**What the task asks**
Which lines hold the word "edges"? Copy each of them from the material.

**Exercise data**
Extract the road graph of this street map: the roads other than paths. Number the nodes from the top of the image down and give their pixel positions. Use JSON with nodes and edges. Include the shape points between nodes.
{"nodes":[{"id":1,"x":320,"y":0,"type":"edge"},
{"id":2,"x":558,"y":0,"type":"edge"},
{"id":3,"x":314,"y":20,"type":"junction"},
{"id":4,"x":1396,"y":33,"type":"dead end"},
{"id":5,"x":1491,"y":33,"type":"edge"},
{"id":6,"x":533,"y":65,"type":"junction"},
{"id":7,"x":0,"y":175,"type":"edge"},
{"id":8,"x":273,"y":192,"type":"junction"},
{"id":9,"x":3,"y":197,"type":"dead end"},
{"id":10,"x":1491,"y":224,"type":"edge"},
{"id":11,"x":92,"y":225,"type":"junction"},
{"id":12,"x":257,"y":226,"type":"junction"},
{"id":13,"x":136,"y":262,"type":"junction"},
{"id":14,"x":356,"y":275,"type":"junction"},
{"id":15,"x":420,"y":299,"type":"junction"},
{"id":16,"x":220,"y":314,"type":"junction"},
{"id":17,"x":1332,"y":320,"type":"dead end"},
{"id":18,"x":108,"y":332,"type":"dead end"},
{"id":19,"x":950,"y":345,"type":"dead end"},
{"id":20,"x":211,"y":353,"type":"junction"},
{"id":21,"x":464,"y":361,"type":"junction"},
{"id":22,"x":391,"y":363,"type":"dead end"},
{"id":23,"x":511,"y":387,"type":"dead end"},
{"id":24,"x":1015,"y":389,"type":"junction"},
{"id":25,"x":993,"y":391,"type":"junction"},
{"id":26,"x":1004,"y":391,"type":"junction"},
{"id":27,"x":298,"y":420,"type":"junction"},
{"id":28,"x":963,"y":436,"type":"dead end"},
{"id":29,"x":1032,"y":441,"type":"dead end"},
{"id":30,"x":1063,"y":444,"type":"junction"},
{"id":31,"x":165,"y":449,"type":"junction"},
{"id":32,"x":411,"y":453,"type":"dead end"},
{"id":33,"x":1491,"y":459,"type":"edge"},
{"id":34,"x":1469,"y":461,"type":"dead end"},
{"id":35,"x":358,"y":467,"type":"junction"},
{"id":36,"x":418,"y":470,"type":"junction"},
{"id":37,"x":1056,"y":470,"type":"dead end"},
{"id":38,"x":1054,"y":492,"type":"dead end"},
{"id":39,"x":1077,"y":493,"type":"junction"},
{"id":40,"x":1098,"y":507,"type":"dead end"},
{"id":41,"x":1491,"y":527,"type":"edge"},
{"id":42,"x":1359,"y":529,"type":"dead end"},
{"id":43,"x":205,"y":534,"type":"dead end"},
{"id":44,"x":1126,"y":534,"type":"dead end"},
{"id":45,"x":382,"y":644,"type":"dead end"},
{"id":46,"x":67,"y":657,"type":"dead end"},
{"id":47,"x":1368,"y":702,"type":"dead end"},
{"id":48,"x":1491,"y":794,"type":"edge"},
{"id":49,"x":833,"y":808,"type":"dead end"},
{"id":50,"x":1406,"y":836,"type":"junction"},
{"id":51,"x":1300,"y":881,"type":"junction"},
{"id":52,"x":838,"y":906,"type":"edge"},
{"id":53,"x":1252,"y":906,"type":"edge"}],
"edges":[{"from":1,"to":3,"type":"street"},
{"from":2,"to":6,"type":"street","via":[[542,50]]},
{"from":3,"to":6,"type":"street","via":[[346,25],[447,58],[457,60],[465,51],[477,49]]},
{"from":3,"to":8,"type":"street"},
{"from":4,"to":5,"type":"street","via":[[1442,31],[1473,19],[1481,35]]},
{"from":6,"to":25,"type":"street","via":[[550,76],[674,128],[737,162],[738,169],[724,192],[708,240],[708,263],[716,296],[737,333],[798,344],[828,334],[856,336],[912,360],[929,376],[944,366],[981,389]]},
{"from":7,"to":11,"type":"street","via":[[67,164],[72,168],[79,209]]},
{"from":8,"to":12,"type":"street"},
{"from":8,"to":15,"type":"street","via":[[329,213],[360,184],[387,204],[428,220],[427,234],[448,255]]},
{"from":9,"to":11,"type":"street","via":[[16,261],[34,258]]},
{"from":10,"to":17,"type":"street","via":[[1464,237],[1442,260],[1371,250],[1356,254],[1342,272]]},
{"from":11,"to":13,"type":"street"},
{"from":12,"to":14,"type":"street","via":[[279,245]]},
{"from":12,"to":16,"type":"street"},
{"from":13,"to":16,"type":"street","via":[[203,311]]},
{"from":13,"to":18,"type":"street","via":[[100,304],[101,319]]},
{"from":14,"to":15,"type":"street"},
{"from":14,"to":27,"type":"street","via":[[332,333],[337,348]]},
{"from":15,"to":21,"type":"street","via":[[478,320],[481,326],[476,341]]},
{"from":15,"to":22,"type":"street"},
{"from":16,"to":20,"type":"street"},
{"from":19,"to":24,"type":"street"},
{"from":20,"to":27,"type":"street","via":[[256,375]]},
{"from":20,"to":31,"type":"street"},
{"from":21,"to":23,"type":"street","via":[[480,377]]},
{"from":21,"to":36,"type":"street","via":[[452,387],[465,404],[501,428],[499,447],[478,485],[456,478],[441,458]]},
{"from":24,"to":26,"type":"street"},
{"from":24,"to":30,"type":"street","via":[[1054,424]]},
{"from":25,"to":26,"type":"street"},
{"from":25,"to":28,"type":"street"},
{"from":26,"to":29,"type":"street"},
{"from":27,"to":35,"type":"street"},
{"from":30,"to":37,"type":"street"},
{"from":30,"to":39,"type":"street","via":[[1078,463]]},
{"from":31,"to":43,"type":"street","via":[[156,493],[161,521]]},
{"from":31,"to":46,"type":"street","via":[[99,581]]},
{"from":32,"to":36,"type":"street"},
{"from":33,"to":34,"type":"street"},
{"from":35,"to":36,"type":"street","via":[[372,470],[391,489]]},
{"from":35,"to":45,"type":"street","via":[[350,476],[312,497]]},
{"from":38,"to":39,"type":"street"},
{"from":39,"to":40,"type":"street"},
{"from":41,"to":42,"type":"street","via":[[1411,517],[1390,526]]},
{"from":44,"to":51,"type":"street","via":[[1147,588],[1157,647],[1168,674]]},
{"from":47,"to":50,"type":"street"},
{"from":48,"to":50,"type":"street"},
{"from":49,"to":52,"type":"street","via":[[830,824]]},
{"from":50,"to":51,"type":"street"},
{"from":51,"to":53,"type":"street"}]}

**Solution**
Extract the road graph of this street map: the roads other than paths. Number the nodes from the top of the image down and give their pixel positions. Use JSON with nodes and edges. Include the shape points between nodes.
"edges":[{"from":1,"to":3,"type":"street"},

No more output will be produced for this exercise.